To illustrate structural racism in housing within the Twin Cities Metro Region, one can point to the way public service provision is spread out across counties: housing programs are more prevalent in some areas and far less prevalent in others. This type of disparate programming structure is often pointed to as a way to maintain race and class segregation. It is essential to consider this structural segregation when attempting to understand the region’s struggles to come together and devise a collective vision.
It is impossible to talk about dynamics between suburban and urban counties without acknowledging that Black people in the U.S. were prohibited from buying homes in the suburbs from the 1940s-1960s by the Federal Housing Administration (FHA) and gained none of the equity appreciation that their White counterparts gained. Additionally, the FHA subsidized mass-production builders to create area subdivisions that were “White-only” and they subsidized the White families who were living in the central city to move into white-only suburbs. The effects of this continuing legacy of racism persists today: Black and Indigenous people make up less than 15% of the Twin Cities’ population but account for 65% of all people experiencing homelessness.
Any vision has to be built on and connected to racist histories of access to education and housing. We need to acknowledge that history and pivot from it intentionally. We need to be explicit about covenants, gentrification, and limited access to education.
Community Member
Counties aren’t just counties and communities aren’t just communities; they’re made up of people. Regional power dynamics and relationships between areas need to be explicitly stated and understood. When creating a plan for regional goal-setting, it’s important to not only be clear that different counties are composed of different racial groups and socioeconomic classes, but also to recognize why that is the case in the first place. Being explicit about the foundational racism that led to regional population differences will be essential to building coalitions across county and community lines.
How do we get to a system where the county government doesn’t have to lead everything? I want to envision a future in which the community can set the priorities.
Community Member
Human services—including public assistance programs, behavioral and substance abuse services, and health care—are critical to the housing stability and health of individuals and families experiencing housing insecurity and homelessness. Although Minnesota has significant investments in human services at both the state and county level, access to and navigation of these services by people experiencing homelessness continues to be a major barrier to addressing homelessness and housing instability throughout the Twin Cities Metro Region.
The majority of public benefits programs including general assistance, housing supports, SNAP benefits, and MFIP (TANF) are funded through federal and state dollars but processed and managed by individual county human services departments. When a person moves across county lines the case must be transferred to the new county of residence after 60 days or residing in the new county. The processing of the transfers, including disputes between counties on residency, can lead to access barriers for people experiencing homelessness as they try to navigate which county office is managing their case; it can even lead to a disruption of benefits due to confusion on who they must work with to meet the requirements of the different public benefit programs.
Behavioral health and substance abuse services are also managed by individual counties and also require counties to match investments from the state and federal government.

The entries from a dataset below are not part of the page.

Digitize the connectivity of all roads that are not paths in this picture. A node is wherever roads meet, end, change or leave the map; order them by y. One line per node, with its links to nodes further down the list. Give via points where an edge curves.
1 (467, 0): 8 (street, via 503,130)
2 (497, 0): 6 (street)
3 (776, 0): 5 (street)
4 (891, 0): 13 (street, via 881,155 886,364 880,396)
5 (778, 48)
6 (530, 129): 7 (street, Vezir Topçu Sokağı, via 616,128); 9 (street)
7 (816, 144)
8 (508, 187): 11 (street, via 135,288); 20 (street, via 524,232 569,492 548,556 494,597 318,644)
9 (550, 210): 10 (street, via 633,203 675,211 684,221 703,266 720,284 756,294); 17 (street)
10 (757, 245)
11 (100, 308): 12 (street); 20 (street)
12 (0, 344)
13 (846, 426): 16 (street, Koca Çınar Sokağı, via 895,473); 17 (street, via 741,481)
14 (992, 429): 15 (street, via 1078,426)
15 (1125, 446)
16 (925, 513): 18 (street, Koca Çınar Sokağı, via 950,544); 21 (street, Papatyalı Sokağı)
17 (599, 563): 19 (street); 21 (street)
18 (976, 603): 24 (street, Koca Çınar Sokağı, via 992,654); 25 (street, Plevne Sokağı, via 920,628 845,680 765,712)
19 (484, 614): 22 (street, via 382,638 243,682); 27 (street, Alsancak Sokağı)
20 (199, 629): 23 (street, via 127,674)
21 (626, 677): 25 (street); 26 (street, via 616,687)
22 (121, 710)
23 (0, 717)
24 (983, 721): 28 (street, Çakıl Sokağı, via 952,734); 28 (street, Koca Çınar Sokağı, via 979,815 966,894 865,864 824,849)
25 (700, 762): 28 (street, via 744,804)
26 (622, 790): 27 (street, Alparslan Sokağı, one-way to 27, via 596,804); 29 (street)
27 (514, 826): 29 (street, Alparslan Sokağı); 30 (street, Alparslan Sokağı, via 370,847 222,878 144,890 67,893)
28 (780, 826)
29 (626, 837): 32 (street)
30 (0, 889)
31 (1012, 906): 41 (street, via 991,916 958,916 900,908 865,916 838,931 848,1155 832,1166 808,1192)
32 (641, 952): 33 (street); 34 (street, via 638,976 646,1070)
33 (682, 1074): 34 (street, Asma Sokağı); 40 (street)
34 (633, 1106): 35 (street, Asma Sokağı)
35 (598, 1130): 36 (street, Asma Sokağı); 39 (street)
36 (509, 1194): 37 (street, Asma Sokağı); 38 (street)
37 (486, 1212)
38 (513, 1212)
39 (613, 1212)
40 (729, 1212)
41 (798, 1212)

Counties cover these match requirements through county and city taxes, local government aid, and grants by Minnesota Department of Human Services (DHS). There are different levels of investment in human services across the seven counties in the funds they receive from the state, grants, and the county tax dollars invested in human services.
There is also a set of complex state legislation (chapter 256G of the Minnesota State statute), referred to as County of Financial Responsibility (CFR), that governs the financial responsibility for counties to cover part of the costs of the behavioral and substance abuse services, and how county responsibility for those costs transfers as a person moves.
For those experiencing homelessness, this has led to a complex web of rules and regulations to navigate in accessing critical public benefits and human services in both the counties they are experiencing homelessness in and the counties in which they are attempting to access homelessness services and/or housing.
The law has also created perverse incentives for counties to withhold investments in crisis shelter, homeless services, specialized housing, including permanent supportive housing, and in-patient behavioral health and substance abuse treatment because of the cost of providing human services to those who may utilize the resources within the county. The result is a lack of robust homeless and human services in some of the Twin Cities Metro Region, and a mismatch between where the services are accessible to where affordable and safe housing may be available.
Although county workers bear some of the burdens helping to verify eligibility and transfer assistance as a person moves across the region, the overwhelming burden lies on the person experiencing homelessness. They are often faced with difficult decisions around where they should go to access housing and services and what effects taking a job or housing placement across the seven counties may have on their ability to obtain or remain stably housed.
Structural racism is also deeply embedded in the distribution of human services within the Twin Cities and across the metro region and the access and navigation of those services by people experiencing homelessness and housing instability. The majority of people experiencing homelessness in Hennepin and Ramsey counties are Black and Indigenous and a disproportionate number of Black and Indigenous people are experiencing homelessness across the Twin Cities Metro Region, linking homelessness and race across the region.
Within the Twin Cities, the structural racism is evident even in the location of public human services remaining concentrated in certain areas of the cities as a way to keep people in certain neighborhoods and hidden from others. In the region, structural racism is embedded in the culture of not investing county tax dollars in human services in parts of the region as a way of keeping the region segregated between the Twin Cities and the suburbs. Although this linkage may not be explicitly stated, it is embedded into the system of funding and has real effects on the ways in which Black and Indigenous people experiencing homelessness can move across the region while accessing the housing and services needed.
Access to human services for people experiencing homelessness is negatively affected by State law that governs county of financial responsibility and by the culture it has created to safeguard county investment in and access to human services.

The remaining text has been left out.